### Exercise instructions
Every record must appear in your reply exactly as written.

### Data provided
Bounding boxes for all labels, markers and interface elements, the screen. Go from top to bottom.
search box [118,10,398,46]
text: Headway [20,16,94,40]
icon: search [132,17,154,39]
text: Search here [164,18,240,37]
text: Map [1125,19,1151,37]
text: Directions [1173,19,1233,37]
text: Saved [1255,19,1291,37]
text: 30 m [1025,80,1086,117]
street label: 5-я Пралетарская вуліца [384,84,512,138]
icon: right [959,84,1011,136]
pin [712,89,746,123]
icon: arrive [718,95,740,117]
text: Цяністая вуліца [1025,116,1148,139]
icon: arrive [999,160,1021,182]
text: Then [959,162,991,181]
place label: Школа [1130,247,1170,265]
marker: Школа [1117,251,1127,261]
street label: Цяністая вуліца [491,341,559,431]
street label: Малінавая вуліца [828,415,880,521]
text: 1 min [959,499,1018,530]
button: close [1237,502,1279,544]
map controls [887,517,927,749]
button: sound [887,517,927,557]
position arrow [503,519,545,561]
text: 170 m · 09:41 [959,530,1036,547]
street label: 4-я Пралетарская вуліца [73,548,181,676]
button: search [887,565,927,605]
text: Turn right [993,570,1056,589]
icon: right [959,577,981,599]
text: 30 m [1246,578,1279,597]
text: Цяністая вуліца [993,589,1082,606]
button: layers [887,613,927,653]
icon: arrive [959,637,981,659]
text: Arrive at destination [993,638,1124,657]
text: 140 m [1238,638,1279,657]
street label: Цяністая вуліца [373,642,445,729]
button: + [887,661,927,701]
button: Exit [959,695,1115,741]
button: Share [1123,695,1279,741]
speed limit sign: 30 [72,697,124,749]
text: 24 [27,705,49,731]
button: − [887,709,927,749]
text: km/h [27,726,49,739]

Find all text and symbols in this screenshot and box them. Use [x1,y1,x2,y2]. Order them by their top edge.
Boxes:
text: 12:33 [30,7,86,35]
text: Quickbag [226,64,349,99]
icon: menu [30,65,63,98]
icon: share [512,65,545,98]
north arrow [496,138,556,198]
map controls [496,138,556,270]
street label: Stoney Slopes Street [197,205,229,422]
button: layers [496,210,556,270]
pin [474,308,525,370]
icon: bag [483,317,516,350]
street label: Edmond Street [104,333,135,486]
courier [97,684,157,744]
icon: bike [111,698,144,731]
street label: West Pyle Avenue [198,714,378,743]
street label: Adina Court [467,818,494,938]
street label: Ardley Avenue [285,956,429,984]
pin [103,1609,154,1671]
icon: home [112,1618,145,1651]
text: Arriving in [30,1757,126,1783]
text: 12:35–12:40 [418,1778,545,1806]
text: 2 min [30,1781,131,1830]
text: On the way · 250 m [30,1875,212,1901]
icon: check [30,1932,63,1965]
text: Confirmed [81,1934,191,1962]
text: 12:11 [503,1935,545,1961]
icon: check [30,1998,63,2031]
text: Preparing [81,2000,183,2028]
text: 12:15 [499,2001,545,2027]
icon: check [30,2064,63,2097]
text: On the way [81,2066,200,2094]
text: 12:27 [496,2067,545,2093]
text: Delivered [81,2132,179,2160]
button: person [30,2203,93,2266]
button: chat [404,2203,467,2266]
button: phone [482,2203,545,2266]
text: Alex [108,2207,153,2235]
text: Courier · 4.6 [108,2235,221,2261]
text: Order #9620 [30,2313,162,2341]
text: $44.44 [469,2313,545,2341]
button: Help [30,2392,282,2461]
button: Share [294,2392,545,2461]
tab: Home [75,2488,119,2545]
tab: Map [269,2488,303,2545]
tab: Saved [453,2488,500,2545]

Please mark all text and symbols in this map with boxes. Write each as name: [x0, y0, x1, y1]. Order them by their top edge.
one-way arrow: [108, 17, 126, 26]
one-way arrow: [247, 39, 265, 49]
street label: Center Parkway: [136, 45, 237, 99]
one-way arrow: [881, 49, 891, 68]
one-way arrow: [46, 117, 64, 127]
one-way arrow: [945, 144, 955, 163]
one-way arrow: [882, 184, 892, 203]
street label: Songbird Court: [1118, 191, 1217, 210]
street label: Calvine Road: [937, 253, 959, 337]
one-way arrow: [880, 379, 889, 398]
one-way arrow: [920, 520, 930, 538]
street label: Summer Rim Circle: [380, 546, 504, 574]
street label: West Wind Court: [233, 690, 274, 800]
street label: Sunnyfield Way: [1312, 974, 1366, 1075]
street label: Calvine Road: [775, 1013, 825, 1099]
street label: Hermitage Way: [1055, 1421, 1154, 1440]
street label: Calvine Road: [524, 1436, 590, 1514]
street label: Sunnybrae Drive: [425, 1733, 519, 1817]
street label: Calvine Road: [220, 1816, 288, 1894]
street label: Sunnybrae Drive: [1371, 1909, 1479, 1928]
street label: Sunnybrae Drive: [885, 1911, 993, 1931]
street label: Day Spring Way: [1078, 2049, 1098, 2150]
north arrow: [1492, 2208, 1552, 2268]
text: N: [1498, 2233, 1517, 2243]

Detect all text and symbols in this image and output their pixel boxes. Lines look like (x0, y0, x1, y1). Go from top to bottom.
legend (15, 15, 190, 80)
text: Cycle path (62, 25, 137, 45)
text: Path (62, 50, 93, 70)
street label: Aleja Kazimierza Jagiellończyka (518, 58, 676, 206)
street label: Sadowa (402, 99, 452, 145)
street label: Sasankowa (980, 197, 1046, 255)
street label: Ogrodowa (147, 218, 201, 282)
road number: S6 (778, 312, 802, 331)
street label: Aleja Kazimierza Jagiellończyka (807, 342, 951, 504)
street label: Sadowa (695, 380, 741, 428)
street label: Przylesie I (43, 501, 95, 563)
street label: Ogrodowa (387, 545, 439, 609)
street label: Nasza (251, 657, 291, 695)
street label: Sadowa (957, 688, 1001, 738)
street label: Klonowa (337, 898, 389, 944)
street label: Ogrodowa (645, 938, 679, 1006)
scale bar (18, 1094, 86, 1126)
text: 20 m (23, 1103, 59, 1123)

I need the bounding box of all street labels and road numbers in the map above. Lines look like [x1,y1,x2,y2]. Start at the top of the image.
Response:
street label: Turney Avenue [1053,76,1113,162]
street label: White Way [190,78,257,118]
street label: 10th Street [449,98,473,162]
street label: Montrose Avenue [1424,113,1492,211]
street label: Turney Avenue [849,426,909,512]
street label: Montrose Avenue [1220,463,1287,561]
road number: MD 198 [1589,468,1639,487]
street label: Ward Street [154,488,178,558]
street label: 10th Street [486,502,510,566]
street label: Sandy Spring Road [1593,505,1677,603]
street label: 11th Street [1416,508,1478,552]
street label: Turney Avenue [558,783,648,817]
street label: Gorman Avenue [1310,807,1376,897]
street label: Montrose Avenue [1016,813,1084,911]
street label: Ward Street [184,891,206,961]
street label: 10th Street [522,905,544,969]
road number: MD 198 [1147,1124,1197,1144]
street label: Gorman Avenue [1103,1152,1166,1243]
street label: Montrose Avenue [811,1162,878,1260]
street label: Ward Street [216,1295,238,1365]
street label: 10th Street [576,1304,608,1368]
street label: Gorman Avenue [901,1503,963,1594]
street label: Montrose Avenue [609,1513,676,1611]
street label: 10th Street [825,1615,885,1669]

### Task result
Bounding boxes for all labels, markers and interface elements, the screen. Go from top to bottom.
search box [118,10,398,46]
text: Headway [20,16,94,40]
icon: search [132,17,154,39]
text: Search here [164,18,240,37]
text: Map [1125,19,1151,37]
text: Directions [1173,19,1233,37]
text: Saved [1255,19,1291,37]
text: 30 m [1025,80,1086,117]
street label: 5-я Пралетарская вуліца [384,84,512,138]
icon: right [959,84,1011,136]
pin [712,89,746,123]
icon: arrive [718,95,740,117]
text: Цяністая вуліца [1025,116,1148,139]
icon: arrive [999,160,1021,182]
text: Then [959,162,991,181]
place label: Школа [1130,247,1170,265]
marker: Школа [1117,251,1127,261]
street label: Цяністая вуліца [491,341,559,431]
street label: Малінавая вуліца [828,415,880,521]
text: 1 min [959,499,1018,530]
button: close [1237,502,1279,544]
map controls [887,517,927,749]
button: sound [887,517,927,557]
position arrow [503,519,545,561]
text: 170 m · 09:41 [959,530,1036,547]
street label: 4-я Пралетарская вуліца [73,548,181,676]
button: search [887,565,927,605]
text: Turn right [993,570,1056,589]
icon: right [959,577,981,599]
text: 30 m [1246,578,1279,597]
text: Цяністая вуліца [993,589,1082,606]
button: layers [887,613,927,653]
icon: arrive [959,637,981,659]
text: Arrive at destination [993,638,1124,657]
text: 140 m [1238,638,1279,657]
street label: Цяністая вуліца [373,642,445,729]
button: + [887,661,927,701]
button: Exit [959,695,1115,741]
button: Share [1123,695,1279,741]
speed limit sign: 30 [72,697,124,749]
text: 24 [27,705,49,731]
button: − [887,709,927,749]
text: km/h [27,726,49,739]

Find all text and symbols in this screenshot and box them. Use [x1,y1,x2,y2]. Order them by their top edge.
Boxes:
text: 12:33 [30,7,86,35]
text: Quickbag [226,64,349,99]
icon: menu [30,65,63,98]
icon: share [512,65,545,98]
north arrow [496,138,556,198]
map controls [496,138,556,270]
street label: Stoney Slopes Street [197,205,229,422]
button: layers [496,210,556,270]
pin [474,308,525,370]
icon: bag [483,317,516,350]
street label: Edmond Street [104,333,135,486]
courier [97,684,157,744]
icon: bike [111,698,144,731]
street label: West Pyle Avenue [198,714,378,743]
street label: Adina Court [467,818,494,938]
street label: Ardley Avenue [285,956,429,984]
pin [103,1609,154,1671]
icon: home [112,1618,145,1651]
text: Arriving in [30,1757,126,1783]
text: 12:35–12:40 [418,1778,545,1806]
text: 2 min [30,1781,131,1830]
text: On the way · 250 m [30,1875,212,1901]
icon: check [30,1932,63,1965]
text: Confirmed [81,1934,191,1962]
text: 12:11 [503,1935,545,1961]
icon: check [30,1998,63,2031]
text: Preparing [81,2000,183,2028]
text: 12:15 [499,2001,545,2027]
icon: check [30,2064,63,2097]
text: On the way [81,2066,200,2094]
text: 12:27 [496,2067,545,2093]
text: Delivered [81,2132,179,2160]
button: person [30,2203,93,2266]
button: chat [404,2203,467,2266]
button: phone [482,2203,545,2266]
text: Alex [108,2207,153,2235]
text: Courier · 4.6 [108,2235,221,2261]
text: Order #9620 [30,2313,162,2341]
text: $44.44 [469,2313,545,2341]
button: Help [30,2392,282,2461]
button: Share [294,2392,545,2461]
tab: Home [75,2488,119,2545]
tab: Map [269,2488,303,2545]
tab: Saved [453,2488,500,2545]

Please mark all text and symbols in this map with boxes. Write each as name: [x0, y0, x1, y1]. Order them by their top edge.
one-way arrow: [108, 17, 126, 26]
one-way arrow: [247, 39, 265, 49]
street label: Center Parkway: [136, 45, 237, 99]
one-way arrow: [881, 49, 891, 68]
one-way arrow: [46, 117, 64, 127]
one-way arrow: [945, 144, 955, 163]
one-way arrow: [882, 184, 892, 203]
street label: Songbird Court: [1118, 191, 1217, 210]
street label: Calvine Road: [937, 253, 959, 337]
one-way arrow: [880, 379, 889, 398]
one-way arrow: [920, 520, 930, 538]
street label: Summer Rim Circle: [380, 546, 504, 574]
street label: West Wind Court: [233, 690, 274, 800]
street label: Sunnyfield Way: [1312, 974, 1366, 1075]
street label: Calvine Road: [775, 1013, 825, 1099]
street label: Hermitage Way: [1055, 1421, 1154, 1440]
street label: Calvine Road: [524, 1436, 590, 1514]
street label: Sunnybrae Drive: [425, 1733, 519, 1817]
street label: Calvine Road: [220, 1816, 288, 1894]
street label: Sunnybrae Drive: [1371, 1909, 1479, 1928]
street label: Sunnybrae Drive: [885, 1911, 993, 1931]
street label: Day Spring Way: [1078, 2049, 1098, 2150]
north arrow: [1492, 2208, 1552, 2268]
text: N: [1498, 2233, 1517, 2243]

Detect all text and symbols in this image and output their pixel boxes. Lines look like (x0, y0, x1, y1). Go from top to bottom.
legend (15, 15, 190, 80)
text: Cycle path (62, 25, 137, 45)
text: Path (62, 50, 93, 70)
street label: Aleja Kazimierza Jagiellończyka (518, 58, 676, 206)
street label: Sadowa (402, 99, 452, 145)
street label: Sasankowa (980, 197, 1046, 255)
street label: Ogrodowa (147, 218, 201, 282)
road number: S6 (778, 312, 802, 331)
street label: Aleja Kazimierza Jagiellończyka (807, 342, 951, 504)
street label: Sadowa (695, 380, 741, 428)
street label: Przylesie I (43, 501, 95, 563)
street label: Ogrodowa (387, 545, 439, 609)
street label: Nasza (251, 657, 291, 695)
street label: Sadowa (957, 688, 1001, 738)
street label: Klonowa (337, 898, 389, 944)
street label: Ogrodowa (645, 938, 679, 1006)
scale bar (18, 1094, 86, 1126)
text: 20 m (23, 1103, 59, 1123)

I need the bounding box of all street labels and road numbers in the map above. Lines look like [x1,y1,x2,y2]. Start at the top of the image.
Response:
street label: Turney Avenue [1053,76,1113,162]
street label: White Way [190,78,257,118]
street label: 10th Street [449,98,473,162]
street label: Montrose Avenue [1424,113,1492,211]
street label: Turney Avenue [849,426,909,512]
street label: Montrose Avenue [1220,463,1287,561]
road number: MD 198 [1589,468,1639,487]
street label: Ward Street [154,488,178,558]
street label: 10th Street [486,502,510,566]
street label: Sandy Spring Road [1593,505,1677,603]
street label: 11th Street [1416,508,1478,552]
street label: Turney Avenue [558,783,648,817]
street label: Gorman Avenue [1310,807,1376,897]
street label: Montrose Avenue [1016,813,1084,911]
street label: Ward Street [184,891,206,961]
street label: 10th Street [522,905,544,969]
road number: MD 198 [1147,1124,1197,1144]
street label: Gorman Avenue [1103,1152,1166,1243]
street label: Montrose Avenue [811,1162,878,1260]
street label: Ward Street [216,1295,238,1365]
street label: 10th Street [576,1304,608,1368]
street label: Gorman Avenue [901,1503,963,1594]
street label: Montrose Avenue [609,1513,676,1611]
street label: 10th Street [825,1615,885,1669]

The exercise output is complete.